→ **Action item**
For this exercise, reproduce only the lines from the one holding "ring pip: (1120, 754)" through the final line of the data below, exactly, and omit pictures.

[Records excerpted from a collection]
┄┄┄┄┄┄
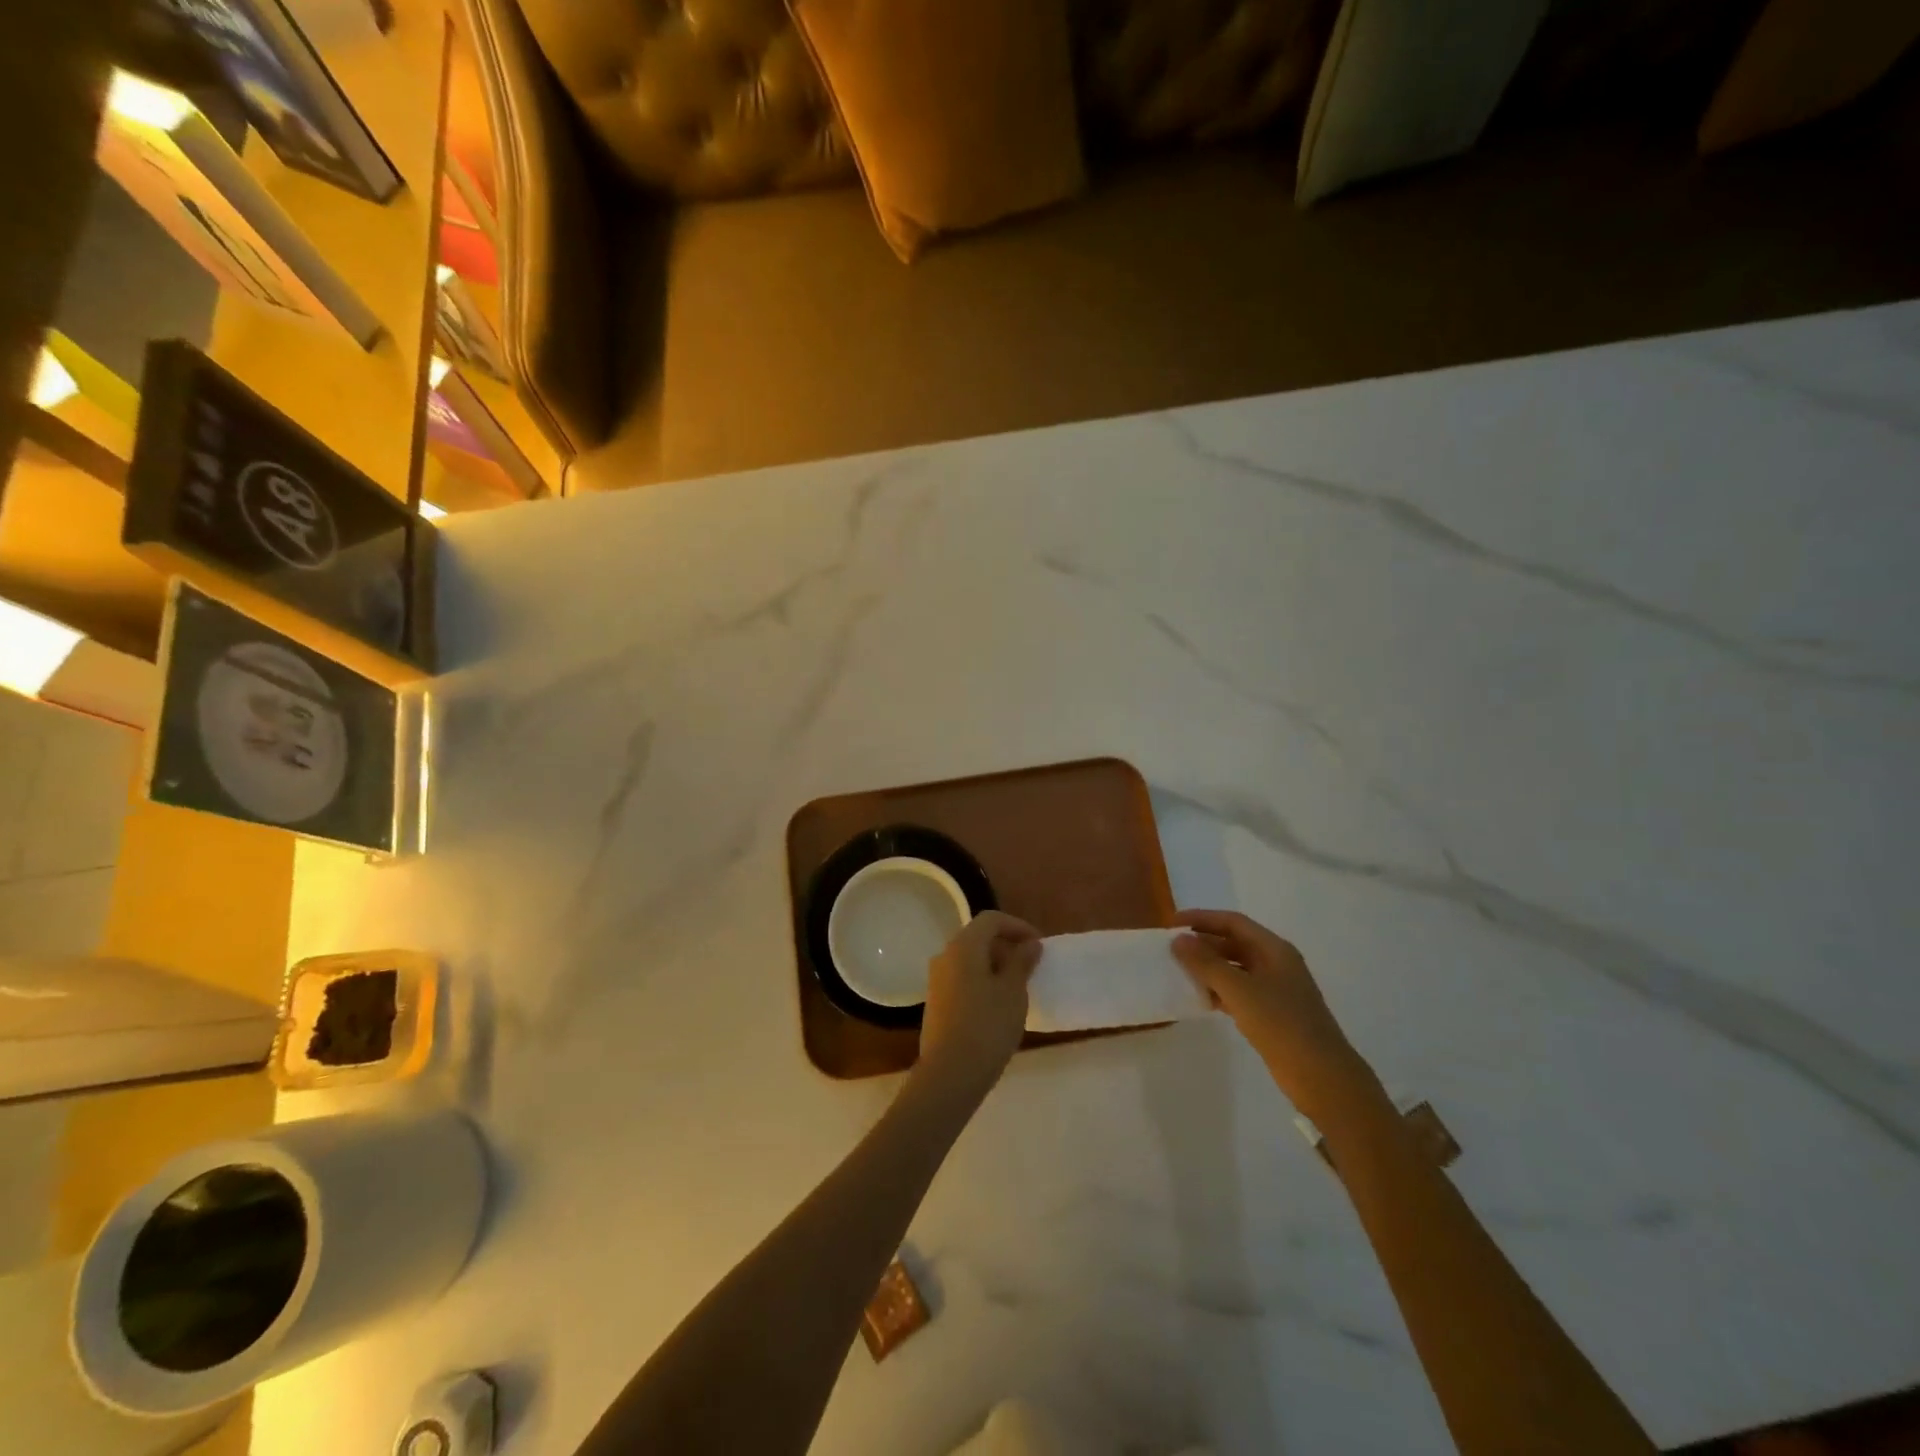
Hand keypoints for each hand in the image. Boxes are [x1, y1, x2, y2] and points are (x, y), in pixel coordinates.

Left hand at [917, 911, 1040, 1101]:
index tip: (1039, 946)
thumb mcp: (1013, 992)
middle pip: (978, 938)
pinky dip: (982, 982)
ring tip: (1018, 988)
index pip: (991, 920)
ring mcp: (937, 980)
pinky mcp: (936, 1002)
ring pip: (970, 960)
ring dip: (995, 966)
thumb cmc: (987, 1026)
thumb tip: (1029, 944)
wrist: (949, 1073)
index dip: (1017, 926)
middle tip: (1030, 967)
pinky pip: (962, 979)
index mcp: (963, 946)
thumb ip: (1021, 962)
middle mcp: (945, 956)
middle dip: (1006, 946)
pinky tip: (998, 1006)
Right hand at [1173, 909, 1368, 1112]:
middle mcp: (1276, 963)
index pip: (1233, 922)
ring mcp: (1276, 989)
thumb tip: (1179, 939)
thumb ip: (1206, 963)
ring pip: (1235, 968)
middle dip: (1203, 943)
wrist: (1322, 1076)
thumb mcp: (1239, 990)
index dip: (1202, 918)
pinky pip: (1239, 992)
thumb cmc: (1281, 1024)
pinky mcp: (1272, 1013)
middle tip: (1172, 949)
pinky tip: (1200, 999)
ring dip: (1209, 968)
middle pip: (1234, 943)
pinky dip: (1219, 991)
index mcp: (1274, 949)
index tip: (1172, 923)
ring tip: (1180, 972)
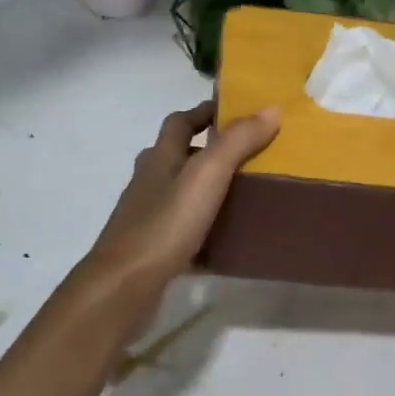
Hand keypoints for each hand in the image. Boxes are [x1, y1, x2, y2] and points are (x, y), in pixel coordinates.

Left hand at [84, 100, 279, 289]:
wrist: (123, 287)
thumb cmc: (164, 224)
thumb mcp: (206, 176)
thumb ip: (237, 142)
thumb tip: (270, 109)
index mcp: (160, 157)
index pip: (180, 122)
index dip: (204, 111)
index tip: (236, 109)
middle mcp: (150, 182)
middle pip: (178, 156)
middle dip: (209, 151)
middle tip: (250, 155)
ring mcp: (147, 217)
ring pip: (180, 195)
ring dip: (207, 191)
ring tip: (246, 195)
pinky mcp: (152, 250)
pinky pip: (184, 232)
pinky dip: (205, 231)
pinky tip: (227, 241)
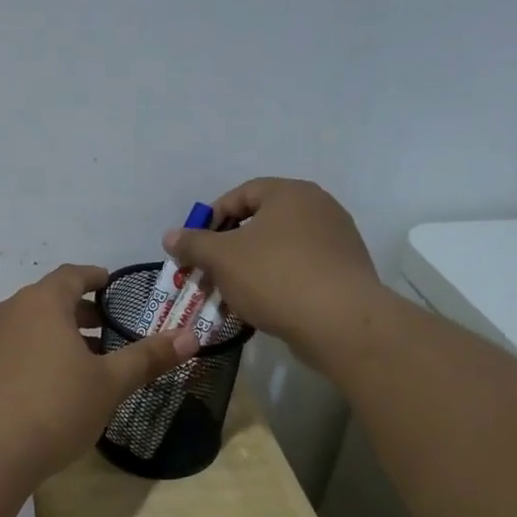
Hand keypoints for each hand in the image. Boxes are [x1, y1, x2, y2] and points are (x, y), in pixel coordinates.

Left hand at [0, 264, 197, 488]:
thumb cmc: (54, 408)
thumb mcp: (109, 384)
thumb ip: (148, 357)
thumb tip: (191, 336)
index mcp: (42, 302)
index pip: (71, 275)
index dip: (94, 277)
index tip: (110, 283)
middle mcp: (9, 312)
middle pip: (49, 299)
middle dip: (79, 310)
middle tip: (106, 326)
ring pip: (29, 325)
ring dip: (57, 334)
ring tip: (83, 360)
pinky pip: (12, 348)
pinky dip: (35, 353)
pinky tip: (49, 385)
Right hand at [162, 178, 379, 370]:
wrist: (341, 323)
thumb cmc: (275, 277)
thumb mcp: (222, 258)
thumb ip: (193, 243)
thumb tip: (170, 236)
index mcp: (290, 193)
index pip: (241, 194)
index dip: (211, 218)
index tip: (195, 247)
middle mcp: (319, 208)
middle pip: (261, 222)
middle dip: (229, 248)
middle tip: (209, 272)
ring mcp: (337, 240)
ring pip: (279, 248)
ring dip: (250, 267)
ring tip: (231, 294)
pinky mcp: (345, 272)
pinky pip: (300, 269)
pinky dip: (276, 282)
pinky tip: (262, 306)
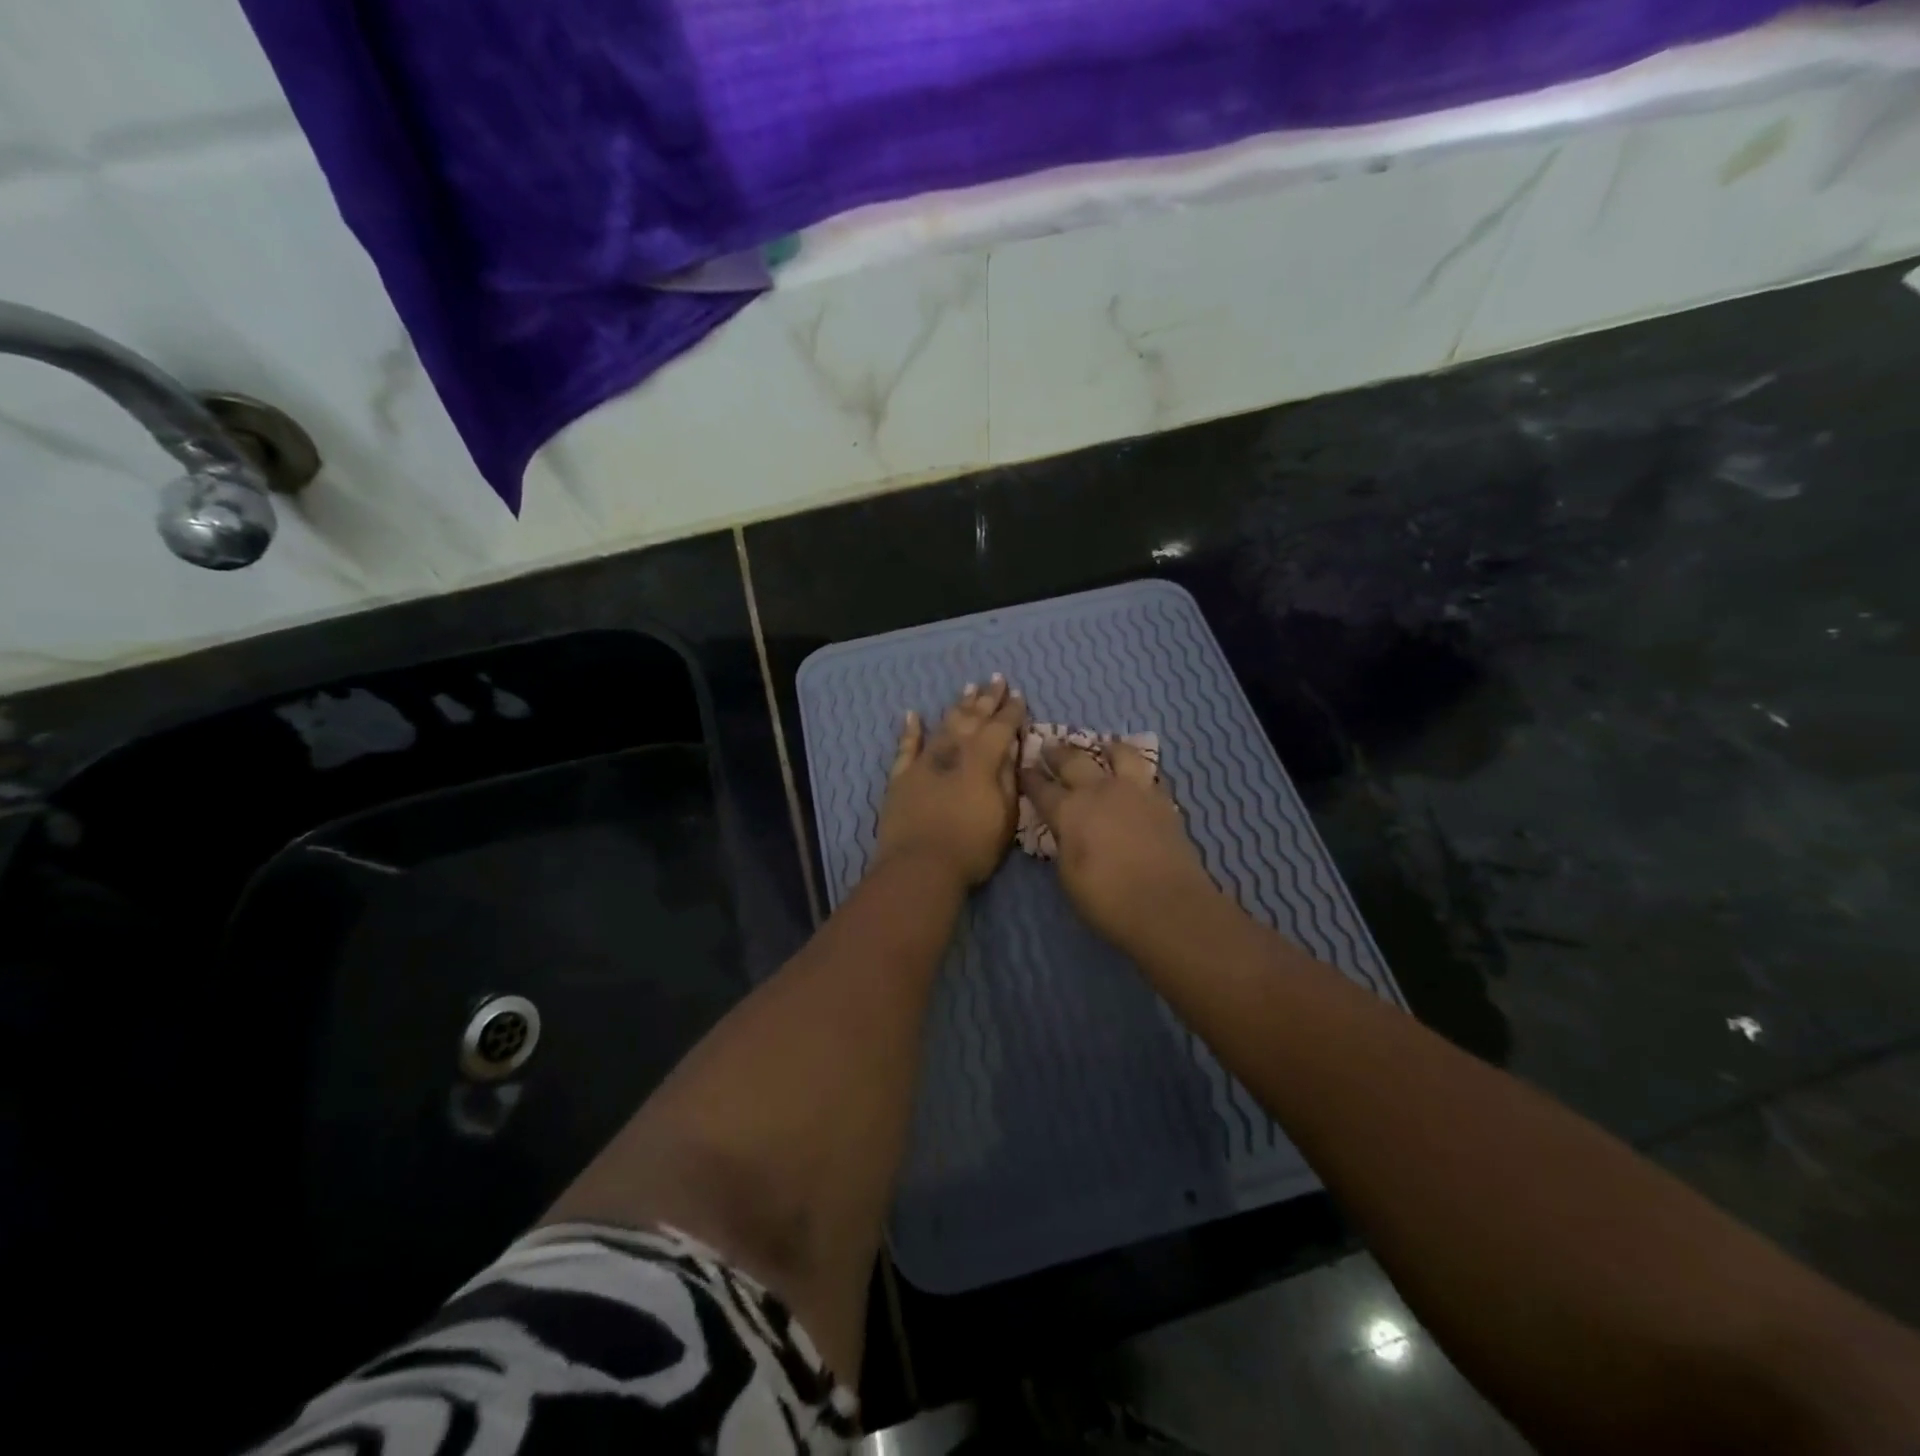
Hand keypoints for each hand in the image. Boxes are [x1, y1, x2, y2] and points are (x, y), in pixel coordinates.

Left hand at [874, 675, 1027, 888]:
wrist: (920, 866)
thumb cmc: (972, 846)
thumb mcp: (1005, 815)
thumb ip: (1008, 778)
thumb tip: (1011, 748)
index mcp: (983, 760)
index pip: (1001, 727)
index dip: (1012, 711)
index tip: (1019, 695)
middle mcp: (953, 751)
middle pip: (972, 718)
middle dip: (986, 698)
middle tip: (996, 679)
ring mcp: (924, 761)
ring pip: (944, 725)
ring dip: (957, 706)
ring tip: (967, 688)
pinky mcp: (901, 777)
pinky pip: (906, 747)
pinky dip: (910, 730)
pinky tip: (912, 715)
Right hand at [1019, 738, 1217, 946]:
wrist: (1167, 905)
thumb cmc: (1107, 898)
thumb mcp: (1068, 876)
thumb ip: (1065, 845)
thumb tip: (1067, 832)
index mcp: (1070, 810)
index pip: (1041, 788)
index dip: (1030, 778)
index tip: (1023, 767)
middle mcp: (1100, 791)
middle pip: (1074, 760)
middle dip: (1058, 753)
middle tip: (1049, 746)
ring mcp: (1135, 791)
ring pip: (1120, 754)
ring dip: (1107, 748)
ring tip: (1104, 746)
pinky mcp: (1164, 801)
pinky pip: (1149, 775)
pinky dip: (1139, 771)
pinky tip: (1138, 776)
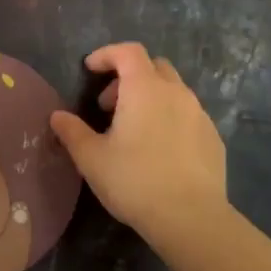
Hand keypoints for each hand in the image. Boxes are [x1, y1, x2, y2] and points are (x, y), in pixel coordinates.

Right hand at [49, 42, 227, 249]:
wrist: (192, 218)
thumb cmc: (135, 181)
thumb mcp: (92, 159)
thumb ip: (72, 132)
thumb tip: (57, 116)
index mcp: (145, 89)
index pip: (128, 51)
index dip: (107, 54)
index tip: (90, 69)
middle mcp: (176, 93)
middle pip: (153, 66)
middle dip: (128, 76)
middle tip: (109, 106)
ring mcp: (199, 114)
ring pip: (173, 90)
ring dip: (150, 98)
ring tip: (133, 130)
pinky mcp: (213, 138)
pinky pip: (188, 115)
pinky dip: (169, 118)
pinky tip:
┄┄┄┄┄┄
→ **Task output**
ring pip: (1120, 754)
ring dip: (1107, 748)
ring tip: (1104, 746)
pinky mcp: (1164, 801)
pinky pip: (1149, 775)
pinky dip: (1139, 771)
pinky tip: (1138, 776)
Hand keypoints for each hand in the image. Boxes are [x1, y1, x2, y2] and points are (x, y), in pixel coordinates.

Right hand at [49, 42, 227, 249]:
wrist: (192, 218)
thumb cmc: (135, 181)
thumb mcp: (92, 159)
thumb ip: (72, 132)
thumb tip: (57, 116)
index mcp: (145, 89)
index pip: (128, 51)
index dip: (107, 54)
index tip: (90, 69)
middle mcp: (176, 93)
middle pip: (153, 66)
middle dip: (128, 76)
middle tip: (109, 106)
ring mcp: (199, 114)
ring pip: (173, 90)
ring dip: (150, 98)
ring tip: (133, 130)
pinky mcp: (213, 138)
pinky pip: (188, 115)
pinky dip: (169, 118)
pinky tip:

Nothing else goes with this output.